With the economy putting pressure on IT budgets, growing demand for IT departments to support organisations’ business goals, and greater regulatory oversight, the procurement process is becoming more important. With that in mind, law firm Clarke Willmott has detailed its ‘ten commandments’ for anyone involved in public procurement.
1. Thou shalt not commit negotiations – even when following the negotiated procedure, post-tender negotiations that lead to a change of price or any other material changes in a tender are not permitted.
2. Neither shall you start at the beginning – the first step in the procurement process for complex projects should not be to draft the contract notice, but to consider what the perfect outcome would be, and the characteristics of the perfect partner. That provides a basis for determining the criteria to be adopted for the selection of bidders and evaluation of submissions, and for drafting the contract notice.

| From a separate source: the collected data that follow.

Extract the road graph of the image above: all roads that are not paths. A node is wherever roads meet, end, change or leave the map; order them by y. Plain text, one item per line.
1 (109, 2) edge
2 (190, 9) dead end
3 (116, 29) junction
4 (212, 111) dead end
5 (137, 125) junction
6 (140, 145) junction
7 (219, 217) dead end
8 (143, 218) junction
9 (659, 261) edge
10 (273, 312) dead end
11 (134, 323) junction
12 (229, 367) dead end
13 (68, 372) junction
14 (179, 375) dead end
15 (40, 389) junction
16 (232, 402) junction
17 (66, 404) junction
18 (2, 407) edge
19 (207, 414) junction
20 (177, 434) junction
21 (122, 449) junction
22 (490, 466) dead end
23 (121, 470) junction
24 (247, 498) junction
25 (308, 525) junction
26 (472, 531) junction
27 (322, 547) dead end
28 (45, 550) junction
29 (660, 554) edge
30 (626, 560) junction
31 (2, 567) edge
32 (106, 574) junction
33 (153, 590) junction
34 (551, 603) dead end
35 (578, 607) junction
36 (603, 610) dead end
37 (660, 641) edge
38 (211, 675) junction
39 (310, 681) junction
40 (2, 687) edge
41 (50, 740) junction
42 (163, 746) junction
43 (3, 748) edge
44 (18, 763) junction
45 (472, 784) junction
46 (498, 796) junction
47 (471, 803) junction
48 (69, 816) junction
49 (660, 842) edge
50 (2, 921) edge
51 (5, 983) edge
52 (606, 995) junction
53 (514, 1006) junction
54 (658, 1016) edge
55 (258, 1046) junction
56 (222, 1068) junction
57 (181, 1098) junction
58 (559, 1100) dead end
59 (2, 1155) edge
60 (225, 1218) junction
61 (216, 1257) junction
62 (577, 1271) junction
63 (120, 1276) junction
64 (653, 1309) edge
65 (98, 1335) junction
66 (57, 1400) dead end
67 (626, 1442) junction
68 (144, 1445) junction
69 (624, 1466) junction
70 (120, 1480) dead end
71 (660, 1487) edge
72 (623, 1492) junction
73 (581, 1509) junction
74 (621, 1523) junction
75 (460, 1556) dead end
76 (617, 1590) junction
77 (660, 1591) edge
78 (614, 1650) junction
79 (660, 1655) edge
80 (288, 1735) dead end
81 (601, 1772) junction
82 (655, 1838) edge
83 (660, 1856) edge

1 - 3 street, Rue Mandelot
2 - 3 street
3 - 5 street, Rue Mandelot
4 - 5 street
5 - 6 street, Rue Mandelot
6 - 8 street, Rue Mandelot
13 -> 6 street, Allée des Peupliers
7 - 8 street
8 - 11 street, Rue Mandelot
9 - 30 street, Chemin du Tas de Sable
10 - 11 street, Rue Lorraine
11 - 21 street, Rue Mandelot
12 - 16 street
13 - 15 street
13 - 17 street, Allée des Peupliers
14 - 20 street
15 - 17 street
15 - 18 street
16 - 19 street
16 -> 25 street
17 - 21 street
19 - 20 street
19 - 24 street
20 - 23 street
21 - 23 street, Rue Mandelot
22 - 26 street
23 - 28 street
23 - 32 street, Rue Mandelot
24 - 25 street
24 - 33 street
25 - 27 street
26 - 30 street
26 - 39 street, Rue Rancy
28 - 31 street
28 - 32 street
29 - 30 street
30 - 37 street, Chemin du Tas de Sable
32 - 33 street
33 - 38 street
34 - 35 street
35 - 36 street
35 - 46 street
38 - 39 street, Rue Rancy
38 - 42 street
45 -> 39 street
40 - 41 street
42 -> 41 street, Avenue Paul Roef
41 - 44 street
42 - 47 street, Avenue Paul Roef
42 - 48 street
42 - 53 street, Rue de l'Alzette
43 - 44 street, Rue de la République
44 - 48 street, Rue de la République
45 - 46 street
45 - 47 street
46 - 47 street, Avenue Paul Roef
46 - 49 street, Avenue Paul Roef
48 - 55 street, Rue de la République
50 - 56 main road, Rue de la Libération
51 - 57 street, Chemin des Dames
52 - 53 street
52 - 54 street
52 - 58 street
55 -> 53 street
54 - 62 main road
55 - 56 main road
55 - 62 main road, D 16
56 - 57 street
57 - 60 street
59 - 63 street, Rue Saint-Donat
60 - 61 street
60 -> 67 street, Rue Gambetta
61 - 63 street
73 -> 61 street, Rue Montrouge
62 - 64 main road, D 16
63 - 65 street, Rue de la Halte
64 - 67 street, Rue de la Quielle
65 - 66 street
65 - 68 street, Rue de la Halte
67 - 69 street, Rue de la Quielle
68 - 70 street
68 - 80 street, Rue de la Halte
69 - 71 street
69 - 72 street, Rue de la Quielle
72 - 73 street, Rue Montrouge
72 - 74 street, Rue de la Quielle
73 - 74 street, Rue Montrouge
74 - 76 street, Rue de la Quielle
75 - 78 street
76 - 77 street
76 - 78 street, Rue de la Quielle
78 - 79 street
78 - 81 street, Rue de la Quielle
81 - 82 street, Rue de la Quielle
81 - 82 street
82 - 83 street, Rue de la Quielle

3. But detail can be deadly – far too often lawyers are asked to advise at an advanced stage in the procurement process when a project has evolved into something rather different from that described in the original contract notice. This can be fatal. The formal notice should be drafted as broadly as possible in order to permit a degree of development in the nature and scope of the project.
4. Don’t be distracted by value – although value thresholds are reviewed regularly, they should be regarded as no more than a rough guide. Rather than asking ‘is the project above the latest value threshold?’, the key question should be ‘is the project likely to be relevant to the market within the European Union?’
5. Don’t be fazed by Auroux – the general rule relating to regeneration projects remains that, despite the European Court of Justice’s finding in the Auroux case in 2007, pure development agreements are not governed by public contracts regulations and need not be exposed to competition.
6. Don’t go back – the criteria used in the selection of bidders may not be used again in the evaluation of submissions. For example, in the event of two tenders achieving identical scores, a selection criterion such as economic standing may not be used as a tie-breaker.
7. Don’t hide anything – when approached by bidders or potential bidders for information or clarification, do remember that information provided to one entity must also be given to all others.
8. Don’t lose track – remember to keep a detailed record of all steps and decisions taken in the procurement process, particularly around the selection of bidders, evaluation of submissions and any dialogue with bidders.
9. Don’t forget to invite challenge – it is vital to notify all other bidders of the result of the procurement process before awarding the contract.
10. Reveal all – the criteria for the selection of bidders and evaluation of submissions must be provided to all bidders.